■ **What the task requires**: When you copy the records, keep every word exact and leave the pictures out.
* * * *
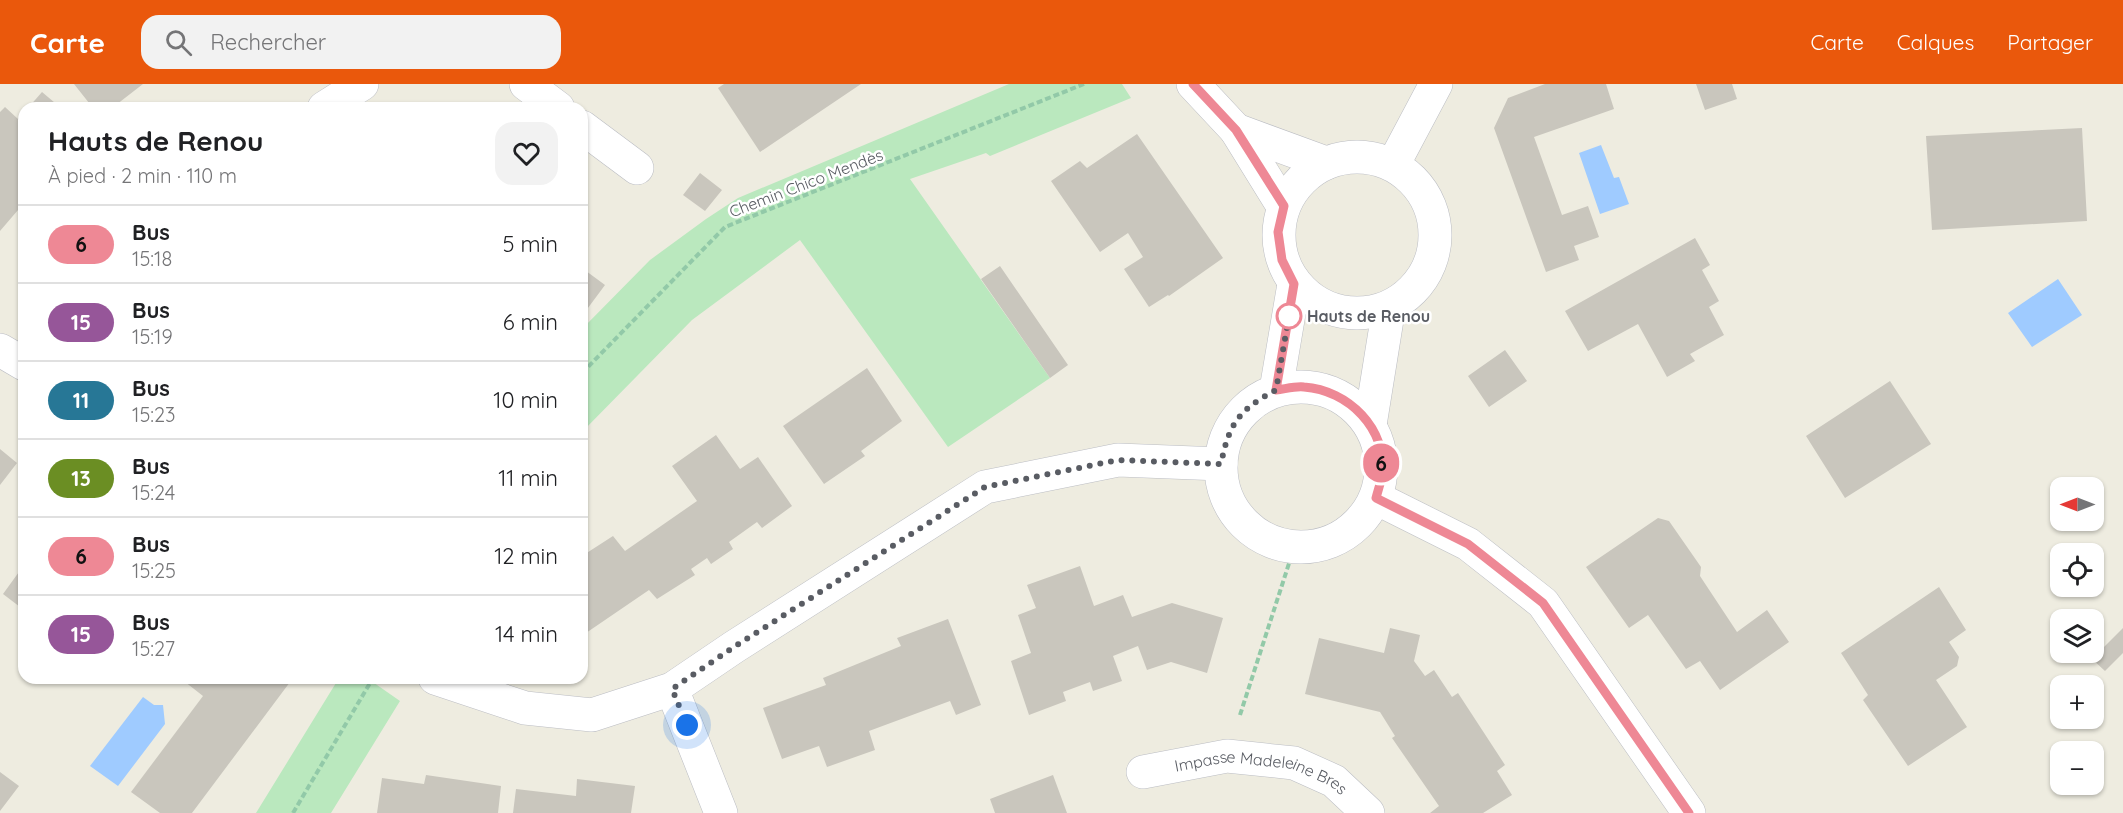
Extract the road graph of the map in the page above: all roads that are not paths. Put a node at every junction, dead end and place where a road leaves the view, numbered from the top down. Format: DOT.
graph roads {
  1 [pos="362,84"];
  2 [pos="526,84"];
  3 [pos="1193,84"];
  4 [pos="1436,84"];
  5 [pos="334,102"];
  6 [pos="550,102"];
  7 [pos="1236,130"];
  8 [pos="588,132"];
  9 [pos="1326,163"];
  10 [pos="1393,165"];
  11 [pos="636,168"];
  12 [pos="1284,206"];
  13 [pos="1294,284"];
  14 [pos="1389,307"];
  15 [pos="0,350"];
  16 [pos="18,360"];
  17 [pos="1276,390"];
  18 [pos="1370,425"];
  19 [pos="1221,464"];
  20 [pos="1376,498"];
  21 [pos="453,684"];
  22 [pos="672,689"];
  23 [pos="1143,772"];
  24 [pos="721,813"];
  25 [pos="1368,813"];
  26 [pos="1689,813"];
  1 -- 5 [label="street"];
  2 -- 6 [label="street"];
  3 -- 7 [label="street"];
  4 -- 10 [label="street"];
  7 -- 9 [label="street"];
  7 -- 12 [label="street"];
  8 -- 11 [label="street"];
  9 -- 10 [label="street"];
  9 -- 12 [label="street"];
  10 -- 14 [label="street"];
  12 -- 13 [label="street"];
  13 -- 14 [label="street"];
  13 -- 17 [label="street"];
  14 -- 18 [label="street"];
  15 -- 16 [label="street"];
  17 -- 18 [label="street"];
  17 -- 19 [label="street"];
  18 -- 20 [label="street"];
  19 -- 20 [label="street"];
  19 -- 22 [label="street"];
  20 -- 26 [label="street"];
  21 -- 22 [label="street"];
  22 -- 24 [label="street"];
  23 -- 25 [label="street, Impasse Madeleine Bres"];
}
* * * *
■ **Result of this task**:
Extract the road graph of the map in the page above: all roads that are not paths. Put a node at every junction, dead end and place where a road leaves the view, numbered from the top down. Format: DOT.
graph roads {
  1 [pos="362,84"];
  2 [pos="526,84"];
  3 [pos="1193,84"];
  4 [pos="1436,84"];
  5 [pos="334,102"];
  6 [pos="550,102"];
  7 [pos="1236,130"];
  8 [pos="588,132"];
  9 [pos="1326,163"];
  10 [pos="1393,165"];
  11 [pos="636,168"];
  12 [pos="1284,206"];
  13 [pos="1294,284"];
  14 [pos="1389,307"];
  15 [pos="0,350"];
  16 [pos="18,360"];
  17 [pos="1276,390"];
  18 [pos="1370,425"];
  19 [pos="1221,464"];
  20 [pos="1376,498"];
  21 [pos="453,684"];
  22 [pos="672,689"];
  23 [pos="1143,772"];
  24 [pos="721,813"];
  25 [pos="1368,813"];
  26 [pos="1689,813"];
  1 -- 5 [label="street"];
  2 -- 6 [label="street"];
  3 -- 7 [label="street"];
  4 -- 10 [label="street"];
  7 -- 9 [label="street"];
  7 -- 12 [label="street"];
  8 -- 11 [label="street"];
  9 -- 10 [label="street"];
  9 -- 12 [label="street"];
  10 -- 14 [label="street"];
  12 -- 13 [label="street"];
  13 -- 14 [label="street"];
  13 -- 17 [label="street"];
  14 -- 18 [label="street"];
  15 -- 16 [label="street"];
  17 -- 18 [label="street"];
  17 -- 19 [label="street"];
  18 -- 20 [label="street"];
  19 -- 20 [label="street"];
  19 -- 22 [label="street"];
  20 -- 26 [label="street"];
  21 -- 22 [label="street"];
  22 -- 24 [label="street"];
  23 -- 25 [label="street, Impasse Madeleine Bres"];
}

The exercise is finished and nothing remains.